This mere breakfast sandwich was elevated to it’s current glory in my friend circle in my early 20’s. After a night of nameless debauchery (meaning it was a standard night) I was peacefully sleeping in my bed (meaning I was passed out snoring loudly) when something struck me in the head. Confused I opened one eye with a grunt to see my friend Donald promptly make a bird call, yelled out ”SHAME BISCUIT”, and continue on pelting sleeping people with greasy food.
This small moment in time became a staple in my life and the life of others.
After nights where memories made were too fuzzy to recall the next day, it was there to save the day. It became the groggy chant of the hung over. It was texted to those more sober, more able to operate heavy machinery.
All the places I lived I spread the good word and its name was uttered from shore to shore. It was the loving act of a spouse who was clued in, the swapski act of friends who traded cheese and meat, it became a way to show affection and love.
Now fast forward to life in a sober community on a farm with three small kids where clearly the praised shenanigans of my past are no longer applicable. Even in this contact the shame biscuit still lives on. Except when I wake up now it’s not a hang over that gives me a headache or an aching body, it’s just life stuff.
While pregnant I regularly ate three shame biscuits in a row while my husband went to the dinner next door and got some corn beef hash. When going to a 7:30 dentist appointment I get a shame biscuit eat it in the car and dispose of the proof in the trash receptacle outside before entering the house. In these contexts it is still a shame biscuit. But instead of blurry-eyed bedside hopes that a sandwich will literally fall out of the sky and into your mouth, you are turning your back to the world hoping no one knows your crunchy ass is eating GMOs.
The reality being that in adulthood the best parts of your past are metamorphosed into your shady behavior of now. You only smoke a cigarette when the kids are at school and brush your teeth before you kiss your partner. You order one drink and then say ”No I have to drive” when asked if you want another. You go to a concert and by the time the main act is on stage you want to kill everyone because you are not in bed eating a bowl of ice cream. It is of course possible I write this from the purgatory that is parenting toddlers and small children and things get better. But if you told me that now I would not believe you anyways.

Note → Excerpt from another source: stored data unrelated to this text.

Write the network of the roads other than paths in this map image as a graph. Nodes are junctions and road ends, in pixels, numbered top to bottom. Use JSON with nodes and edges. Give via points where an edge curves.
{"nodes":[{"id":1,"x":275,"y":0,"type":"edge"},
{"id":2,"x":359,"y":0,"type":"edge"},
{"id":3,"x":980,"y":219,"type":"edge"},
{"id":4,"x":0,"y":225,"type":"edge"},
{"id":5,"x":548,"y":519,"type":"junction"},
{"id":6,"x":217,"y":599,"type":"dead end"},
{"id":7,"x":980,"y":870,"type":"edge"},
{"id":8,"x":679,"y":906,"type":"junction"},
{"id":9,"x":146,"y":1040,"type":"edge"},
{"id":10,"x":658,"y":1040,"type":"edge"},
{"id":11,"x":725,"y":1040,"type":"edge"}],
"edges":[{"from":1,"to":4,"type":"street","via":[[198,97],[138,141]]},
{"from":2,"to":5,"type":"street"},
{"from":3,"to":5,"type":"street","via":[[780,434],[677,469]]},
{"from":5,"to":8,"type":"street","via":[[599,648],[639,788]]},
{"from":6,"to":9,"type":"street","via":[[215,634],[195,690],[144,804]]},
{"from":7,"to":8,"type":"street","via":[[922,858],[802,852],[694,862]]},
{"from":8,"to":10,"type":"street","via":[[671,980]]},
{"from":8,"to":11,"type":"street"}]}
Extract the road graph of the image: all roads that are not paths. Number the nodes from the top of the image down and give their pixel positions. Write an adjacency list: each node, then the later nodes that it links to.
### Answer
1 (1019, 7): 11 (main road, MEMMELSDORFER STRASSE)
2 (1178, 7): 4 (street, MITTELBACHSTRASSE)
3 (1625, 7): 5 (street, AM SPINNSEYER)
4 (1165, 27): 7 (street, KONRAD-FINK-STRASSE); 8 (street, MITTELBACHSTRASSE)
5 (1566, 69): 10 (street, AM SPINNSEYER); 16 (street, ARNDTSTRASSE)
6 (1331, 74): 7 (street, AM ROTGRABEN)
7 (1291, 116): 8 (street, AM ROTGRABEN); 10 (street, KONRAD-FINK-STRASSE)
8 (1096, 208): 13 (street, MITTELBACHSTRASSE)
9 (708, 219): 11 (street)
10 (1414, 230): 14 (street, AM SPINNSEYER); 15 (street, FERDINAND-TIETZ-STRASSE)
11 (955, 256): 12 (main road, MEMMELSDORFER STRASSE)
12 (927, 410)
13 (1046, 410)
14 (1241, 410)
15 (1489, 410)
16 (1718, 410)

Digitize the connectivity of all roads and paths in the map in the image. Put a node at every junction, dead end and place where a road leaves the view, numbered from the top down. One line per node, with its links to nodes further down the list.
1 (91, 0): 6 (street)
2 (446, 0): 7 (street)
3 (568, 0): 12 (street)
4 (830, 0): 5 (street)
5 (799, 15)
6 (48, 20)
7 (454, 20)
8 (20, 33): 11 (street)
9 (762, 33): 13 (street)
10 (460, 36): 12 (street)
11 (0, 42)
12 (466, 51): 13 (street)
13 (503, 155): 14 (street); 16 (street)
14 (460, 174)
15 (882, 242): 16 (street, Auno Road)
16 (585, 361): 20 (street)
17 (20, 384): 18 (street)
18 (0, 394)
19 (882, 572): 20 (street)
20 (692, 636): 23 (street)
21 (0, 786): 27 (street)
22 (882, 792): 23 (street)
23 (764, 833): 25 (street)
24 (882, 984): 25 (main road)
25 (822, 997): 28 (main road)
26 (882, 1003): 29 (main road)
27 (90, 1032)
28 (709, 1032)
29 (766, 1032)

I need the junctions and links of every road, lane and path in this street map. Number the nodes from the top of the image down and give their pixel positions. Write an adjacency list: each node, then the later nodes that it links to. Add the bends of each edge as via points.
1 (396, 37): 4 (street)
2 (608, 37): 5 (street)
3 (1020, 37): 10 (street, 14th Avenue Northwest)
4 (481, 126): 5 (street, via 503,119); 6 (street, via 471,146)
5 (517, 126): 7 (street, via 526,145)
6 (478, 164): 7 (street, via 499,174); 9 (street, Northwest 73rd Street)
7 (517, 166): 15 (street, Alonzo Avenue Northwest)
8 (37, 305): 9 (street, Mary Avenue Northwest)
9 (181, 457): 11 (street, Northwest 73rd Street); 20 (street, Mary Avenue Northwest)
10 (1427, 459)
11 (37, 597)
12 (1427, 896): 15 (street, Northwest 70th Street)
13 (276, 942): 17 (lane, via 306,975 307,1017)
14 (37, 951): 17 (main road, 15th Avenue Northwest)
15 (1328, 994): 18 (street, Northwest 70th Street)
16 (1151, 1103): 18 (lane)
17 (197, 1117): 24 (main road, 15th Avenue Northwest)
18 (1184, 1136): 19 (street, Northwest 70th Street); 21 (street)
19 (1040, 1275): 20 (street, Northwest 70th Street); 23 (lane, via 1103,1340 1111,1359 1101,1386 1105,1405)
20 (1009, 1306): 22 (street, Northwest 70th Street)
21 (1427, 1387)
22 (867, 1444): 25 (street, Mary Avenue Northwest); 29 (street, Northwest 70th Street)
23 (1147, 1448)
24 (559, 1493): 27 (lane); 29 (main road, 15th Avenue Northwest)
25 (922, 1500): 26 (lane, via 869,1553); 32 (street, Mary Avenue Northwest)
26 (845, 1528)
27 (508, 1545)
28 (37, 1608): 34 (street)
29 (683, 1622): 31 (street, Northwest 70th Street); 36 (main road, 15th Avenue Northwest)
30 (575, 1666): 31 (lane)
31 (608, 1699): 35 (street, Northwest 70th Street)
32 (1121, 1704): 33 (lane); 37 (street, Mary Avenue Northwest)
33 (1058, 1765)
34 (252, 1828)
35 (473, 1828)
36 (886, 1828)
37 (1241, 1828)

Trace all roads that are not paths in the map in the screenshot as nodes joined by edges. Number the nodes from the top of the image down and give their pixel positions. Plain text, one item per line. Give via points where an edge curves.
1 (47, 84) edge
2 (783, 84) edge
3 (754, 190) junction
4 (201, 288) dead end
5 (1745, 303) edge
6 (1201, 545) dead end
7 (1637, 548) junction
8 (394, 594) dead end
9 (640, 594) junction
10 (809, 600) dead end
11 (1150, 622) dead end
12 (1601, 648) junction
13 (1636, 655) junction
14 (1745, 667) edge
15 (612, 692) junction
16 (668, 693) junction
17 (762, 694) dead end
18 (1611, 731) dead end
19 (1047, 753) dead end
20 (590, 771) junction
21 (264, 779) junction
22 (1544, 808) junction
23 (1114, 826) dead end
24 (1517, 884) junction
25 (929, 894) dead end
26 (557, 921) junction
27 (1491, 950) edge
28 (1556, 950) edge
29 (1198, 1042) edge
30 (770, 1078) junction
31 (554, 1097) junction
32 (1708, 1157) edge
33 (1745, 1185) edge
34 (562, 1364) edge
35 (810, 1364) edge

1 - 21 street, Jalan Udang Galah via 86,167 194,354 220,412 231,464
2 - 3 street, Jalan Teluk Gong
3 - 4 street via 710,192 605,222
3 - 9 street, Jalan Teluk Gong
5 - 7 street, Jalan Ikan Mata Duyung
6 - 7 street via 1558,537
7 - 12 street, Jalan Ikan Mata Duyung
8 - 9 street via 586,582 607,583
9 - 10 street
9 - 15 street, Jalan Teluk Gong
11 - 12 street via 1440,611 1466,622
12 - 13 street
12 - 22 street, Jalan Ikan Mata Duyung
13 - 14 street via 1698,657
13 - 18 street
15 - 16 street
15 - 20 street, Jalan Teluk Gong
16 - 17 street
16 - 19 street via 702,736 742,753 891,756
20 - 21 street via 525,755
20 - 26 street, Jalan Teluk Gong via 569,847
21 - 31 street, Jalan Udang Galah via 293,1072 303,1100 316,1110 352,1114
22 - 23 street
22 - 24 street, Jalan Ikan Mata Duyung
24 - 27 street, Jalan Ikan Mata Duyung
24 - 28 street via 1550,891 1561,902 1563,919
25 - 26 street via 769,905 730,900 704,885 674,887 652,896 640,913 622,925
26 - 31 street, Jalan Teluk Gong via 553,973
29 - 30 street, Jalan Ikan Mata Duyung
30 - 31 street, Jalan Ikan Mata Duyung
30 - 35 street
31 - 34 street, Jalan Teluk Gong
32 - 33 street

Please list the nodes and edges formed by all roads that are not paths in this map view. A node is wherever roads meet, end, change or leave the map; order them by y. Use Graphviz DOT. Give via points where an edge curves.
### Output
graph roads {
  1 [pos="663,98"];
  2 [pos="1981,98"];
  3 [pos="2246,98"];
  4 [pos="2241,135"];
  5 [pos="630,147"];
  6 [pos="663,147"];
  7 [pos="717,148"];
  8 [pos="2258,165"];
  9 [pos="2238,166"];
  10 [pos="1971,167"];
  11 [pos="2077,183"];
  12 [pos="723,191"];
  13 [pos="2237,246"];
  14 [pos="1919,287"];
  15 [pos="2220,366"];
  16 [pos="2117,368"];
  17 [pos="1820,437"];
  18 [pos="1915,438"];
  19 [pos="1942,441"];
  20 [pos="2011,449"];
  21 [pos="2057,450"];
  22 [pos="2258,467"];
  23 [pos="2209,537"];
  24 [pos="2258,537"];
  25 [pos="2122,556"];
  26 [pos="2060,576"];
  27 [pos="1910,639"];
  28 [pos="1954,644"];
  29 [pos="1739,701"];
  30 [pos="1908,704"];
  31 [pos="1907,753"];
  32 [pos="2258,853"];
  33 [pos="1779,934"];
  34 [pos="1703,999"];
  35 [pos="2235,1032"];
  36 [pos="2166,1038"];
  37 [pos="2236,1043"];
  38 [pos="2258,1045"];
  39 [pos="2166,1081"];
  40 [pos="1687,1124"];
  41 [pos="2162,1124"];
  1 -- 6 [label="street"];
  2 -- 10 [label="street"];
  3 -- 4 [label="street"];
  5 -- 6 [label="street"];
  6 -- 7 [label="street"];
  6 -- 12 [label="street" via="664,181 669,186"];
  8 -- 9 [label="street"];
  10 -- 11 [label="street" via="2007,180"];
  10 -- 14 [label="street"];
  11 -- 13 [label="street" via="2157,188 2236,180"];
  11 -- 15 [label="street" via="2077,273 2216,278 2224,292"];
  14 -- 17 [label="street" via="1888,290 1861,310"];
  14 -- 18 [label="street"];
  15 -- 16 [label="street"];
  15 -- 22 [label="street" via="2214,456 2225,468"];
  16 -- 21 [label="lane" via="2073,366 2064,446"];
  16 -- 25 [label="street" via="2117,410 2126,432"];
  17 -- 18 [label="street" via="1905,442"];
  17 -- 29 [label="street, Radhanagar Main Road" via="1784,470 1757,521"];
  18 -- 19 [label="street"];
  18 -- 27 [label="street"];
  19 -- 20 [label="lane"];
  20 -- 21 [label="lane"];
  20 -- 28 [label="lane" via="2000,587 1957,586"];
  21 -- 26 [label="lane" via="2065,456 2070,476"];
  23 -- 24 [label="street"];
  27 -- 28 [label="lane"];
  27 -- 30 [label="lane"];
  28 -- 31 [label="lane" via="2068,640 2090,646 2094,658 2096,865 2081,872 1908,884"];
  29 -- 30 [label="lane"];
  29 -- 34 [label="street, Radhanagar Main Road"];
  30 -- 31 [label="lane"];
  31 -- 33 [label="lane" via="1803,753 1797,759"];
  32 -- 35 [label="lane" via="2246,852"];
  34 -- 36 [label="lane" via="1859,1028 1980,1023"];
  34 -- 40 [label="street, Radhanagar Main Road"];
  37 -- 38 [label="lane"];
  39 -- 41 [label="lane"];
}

I think we hold on to these fun and stress relieving patterns of old because the reality is parenting small kids isn’t all that fun. We try to insert these fun traditions and are often left disappointed because they no longer are what we actually need. We don’t need shots, we need a nap. We don’t need rando numbers, we need our partners to give us a big ass hug. We don’t need homemade slip and slides on rainy summer nights…. just kidding yeah we do. Those are just some good wholesome fun. The point here is don’t hold on to old patterns because they were fun then. Set your self free to be old as fuck, and go take a bath.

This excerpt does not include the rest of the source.